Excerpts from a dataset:
══════════
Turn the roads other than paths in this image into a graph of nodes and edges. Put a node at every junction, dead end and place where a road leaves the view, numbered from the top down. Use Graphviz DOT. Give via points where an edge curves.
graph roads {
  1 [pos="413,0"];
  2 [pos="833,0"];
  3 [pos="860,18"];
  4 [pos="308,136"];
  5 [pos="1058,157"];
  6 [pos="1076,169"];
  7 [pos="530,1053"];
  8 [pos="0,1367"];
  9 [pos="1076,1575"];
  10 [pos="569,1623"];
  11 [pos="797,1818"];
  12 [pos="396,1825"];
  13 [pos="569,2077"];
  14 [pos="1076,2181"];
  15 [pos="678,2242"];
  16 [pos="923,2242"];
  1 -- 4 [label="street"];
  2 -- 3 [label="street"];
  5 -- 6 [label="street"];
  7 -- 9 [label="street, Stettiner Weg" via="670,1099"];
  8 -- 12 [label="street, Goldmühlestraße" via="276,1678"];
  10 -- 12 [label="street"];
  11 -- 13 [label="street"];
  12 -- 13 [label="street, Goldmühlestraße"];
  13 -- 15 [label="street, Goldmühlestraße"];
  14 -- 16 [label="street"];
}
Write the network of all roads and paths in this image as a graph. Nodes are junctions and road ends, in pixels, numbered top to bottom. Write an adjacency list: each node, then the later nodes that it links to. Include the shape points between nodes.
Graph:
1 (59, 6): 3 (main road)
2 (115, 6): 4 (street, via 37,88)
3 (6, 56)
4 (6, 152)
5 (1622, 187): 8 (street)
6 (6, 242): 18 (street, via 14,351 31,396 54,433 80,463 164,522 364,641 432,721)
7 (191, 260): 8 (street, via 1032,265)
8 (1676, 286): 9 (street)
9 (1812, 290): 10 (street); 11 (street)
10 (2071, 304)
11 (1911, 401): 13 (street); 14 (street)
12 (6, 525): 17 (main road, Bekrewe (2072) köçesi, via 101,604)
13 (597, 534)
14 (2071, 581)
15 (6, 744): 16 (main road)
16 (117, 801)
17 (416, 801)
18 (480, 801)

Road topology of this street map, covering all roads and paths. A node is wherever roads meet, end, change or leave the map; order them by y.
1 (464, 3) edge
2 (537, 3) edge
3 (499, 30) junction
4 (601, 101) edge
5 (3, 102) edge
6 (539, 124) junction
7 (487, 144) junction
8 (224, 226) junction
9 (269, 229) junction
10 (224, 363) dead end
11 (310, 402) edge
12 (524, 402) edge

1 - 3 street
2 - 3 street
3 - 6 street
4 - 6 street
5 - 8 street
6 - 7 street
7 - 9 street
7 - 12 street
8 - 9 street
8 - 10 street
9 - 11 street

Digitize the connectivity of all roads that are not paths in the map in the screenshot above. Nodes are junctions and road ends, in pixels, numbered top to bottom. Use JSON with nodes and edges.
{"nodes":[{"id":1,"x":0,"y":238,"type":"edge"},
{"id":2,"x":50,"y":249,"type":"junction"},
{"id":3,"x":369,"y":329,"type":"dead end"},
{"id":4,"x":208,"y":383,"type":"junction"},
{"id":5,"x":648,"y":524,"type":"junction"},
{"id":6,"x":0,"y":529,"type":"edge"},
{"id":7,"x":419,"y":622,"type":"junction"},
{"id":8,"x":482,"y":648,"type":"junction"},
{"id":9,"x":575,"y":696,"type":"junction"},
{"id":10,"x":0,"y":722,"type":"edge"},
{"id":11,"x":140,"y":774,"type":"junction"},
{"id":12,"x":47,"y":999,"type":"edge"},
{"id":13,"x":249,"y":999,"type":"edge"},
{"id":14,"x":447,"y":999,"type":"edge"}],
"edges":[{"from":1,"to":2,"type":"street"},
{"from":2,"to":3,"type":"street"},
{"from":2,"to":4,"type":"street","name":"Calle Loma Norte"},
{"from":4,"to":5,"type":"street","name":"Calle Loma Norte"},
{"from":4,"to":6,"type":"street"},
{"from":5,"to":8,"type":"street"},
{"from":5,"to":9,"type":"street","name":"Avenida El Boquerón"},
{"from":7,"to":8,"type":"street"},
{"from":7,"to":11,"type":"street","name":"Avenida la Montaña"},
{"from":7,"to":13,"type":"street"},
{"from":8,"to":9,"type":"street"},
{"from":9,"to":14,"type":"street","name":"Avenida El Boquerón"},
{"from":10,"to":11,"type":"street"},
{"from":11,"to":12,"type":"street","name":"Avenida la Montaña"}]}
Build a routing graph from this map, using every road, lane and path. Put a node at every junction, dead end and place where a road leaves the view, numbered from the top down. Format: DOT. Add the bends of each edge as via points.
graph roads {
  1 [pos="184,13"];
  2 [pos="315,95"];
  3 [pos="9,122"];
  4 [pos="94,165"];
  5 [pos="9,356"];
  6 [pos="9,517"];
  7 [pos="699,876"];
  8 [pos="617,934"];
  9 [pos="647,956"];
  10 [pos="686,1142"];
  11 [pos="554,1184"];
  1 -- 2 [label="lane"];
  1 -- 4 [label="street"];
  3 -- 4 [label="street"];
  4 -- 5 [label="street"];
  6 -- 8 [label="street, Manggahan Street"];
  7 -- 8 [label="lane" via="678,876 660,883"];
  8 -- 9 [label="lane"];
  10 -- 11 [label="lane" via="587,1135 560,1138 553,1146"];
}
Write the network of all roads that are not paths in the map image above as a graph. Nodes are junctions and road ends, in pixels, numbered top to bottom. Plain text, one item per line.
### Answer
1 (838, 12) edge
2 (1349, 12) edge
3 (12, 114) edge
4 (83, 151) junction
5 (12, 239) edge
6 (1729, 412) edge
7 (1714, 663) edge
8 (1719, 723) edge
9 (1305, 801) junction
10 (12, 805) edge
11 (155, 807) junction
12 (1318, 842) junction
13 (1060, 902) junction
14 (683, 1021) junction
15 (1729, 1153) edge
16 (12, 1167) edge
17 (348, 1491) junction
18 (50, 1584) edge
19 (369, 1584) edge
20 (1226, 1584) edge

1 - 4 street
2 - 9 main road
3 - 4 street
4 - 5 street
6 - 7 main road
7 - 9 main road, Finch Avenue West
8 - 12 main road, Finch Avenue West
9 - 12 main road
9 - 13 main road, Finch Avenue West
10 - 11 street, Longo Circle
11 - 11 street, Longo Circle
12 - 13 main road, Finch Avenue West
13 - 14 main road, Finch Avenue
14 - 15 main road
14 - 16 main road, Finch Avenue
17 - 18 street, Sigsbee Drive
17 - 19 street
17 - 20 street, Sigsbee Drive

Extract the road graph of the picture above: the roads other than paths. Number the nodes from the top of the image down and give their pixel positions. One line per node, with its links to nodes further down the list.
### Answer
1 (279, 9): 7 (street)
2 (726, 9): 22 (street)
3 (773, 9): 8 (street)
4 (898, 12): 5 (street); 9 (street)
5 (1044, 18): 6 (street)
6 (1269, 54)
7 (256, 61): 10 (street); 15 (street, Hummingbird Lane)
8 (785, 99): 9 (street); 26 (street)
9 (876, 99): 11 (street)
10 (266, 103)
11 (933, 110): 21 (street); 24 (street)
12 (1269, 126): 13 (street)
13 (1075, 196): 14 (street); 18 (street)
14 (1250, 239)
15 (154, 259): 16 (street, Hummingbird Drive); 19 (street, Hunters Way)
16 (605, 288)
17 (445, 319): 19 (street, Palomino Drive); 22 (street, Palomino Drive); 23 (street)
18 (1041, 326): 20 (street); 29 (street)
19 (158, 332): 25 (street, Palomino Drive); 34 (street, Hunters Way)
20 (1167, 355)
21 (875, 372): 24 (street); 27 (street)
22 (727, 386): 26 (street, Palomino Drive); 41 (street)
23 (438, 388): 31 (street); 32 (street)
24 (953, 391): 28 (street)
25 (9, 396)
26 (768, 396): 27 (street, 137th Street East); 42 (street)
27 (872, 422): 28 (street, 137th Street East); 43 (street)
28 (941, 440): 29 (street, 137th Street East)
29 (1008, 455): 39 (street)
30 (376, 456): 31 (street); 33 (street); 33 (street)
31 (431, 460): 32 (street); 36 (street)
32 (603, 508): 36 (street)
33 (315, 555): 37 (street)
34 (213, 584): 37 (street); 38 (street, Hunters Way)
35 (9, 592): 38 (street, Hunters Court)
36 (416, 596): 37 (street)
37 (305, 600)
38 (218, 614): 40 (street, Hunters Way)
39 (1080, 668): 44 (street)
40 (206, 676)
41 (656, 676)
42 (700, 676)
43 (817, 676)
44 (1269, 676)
══════════
- [Exercise objective] Only one stretch of the data is wanted: the lines from the one with "Extract the road" through the last, repeated exactly.

- [Task answer]
Extract the road graph of the picture above: the roads other than paths. Number the nodes from the top of the image down and give their pixel positions. One line per node, with its links to nodes further down the list.
### Answer
1 (279, 9): 7 (street)
2 (726, 9): 22 (street)
3 (773, 9): 8 (street)
4 (898, 12): 5 (street); 9 (street)
5 (1044, 18): 6 (street)
6 (1269, 54)
7 (256, 61): 10 (street); 15 (street, Hummingbird Lane)
8 (785, 99): 9 (street); 26 (street)
9 (876, 99): 11 (street)
10 (266, 103)
11 (933, 110): 21 (street); 24 (street)
12 (1269, 126): 13 (street)
13 (1075, 196): 14 (street); 18 (street)
14 (1250, 239)
15 (154, 259): 16 (street, Hummingbird Drive); 19 (street, Hunters Way)
16 (605, 288)
17 (445, 319): 19 (street, Palomino Drive); 22 (street, Palomino Drive); 23 (street)
18 (1041, 326): 20 (street); 29 (street)
19 (158, 332): 25 (street, Palomino Drive); 34 (street, Hunters Way)
20 (1167, 355)
21 (875, 372): 24 (street); 27 (street)
22 (727, 386): 26 (street, Palomino Drive); 41 (street)
23 (438, 388): 31 (street); 32 (street)
24 (953, 391): 28 (street)
25 (9, 396)
26 (768, 396): 27 (street, 137th Street East); 42 (street)
27 (872, 422): 28 (street, 137th Street East); 43 (street)
28 (941, 440): 29 (street, 137th Street East)
29 (1008, 455): 39 (street)
30 (376, 456): 31 (street); 33 (street); 33 (street)
31 (431, 460): 32 (street); 36 (street)
32 (603, 508): 36 (street)
33 (315, 555): 37 (street)
34 (213, 584): 37 (street); 38 (street, Hunters Way)
35 (9, 592): 38 (street, Hunters Court)
36 (416, 596): 37 (street)
37 (305, 600)
38 (218, 614): 40 (street, Hunters Way)
39 (1080, 668): 44 (street)
40 (206, 676)
41 (656, 676)
42 (700, 676)
43 (817, 676)
44 (1269, 676)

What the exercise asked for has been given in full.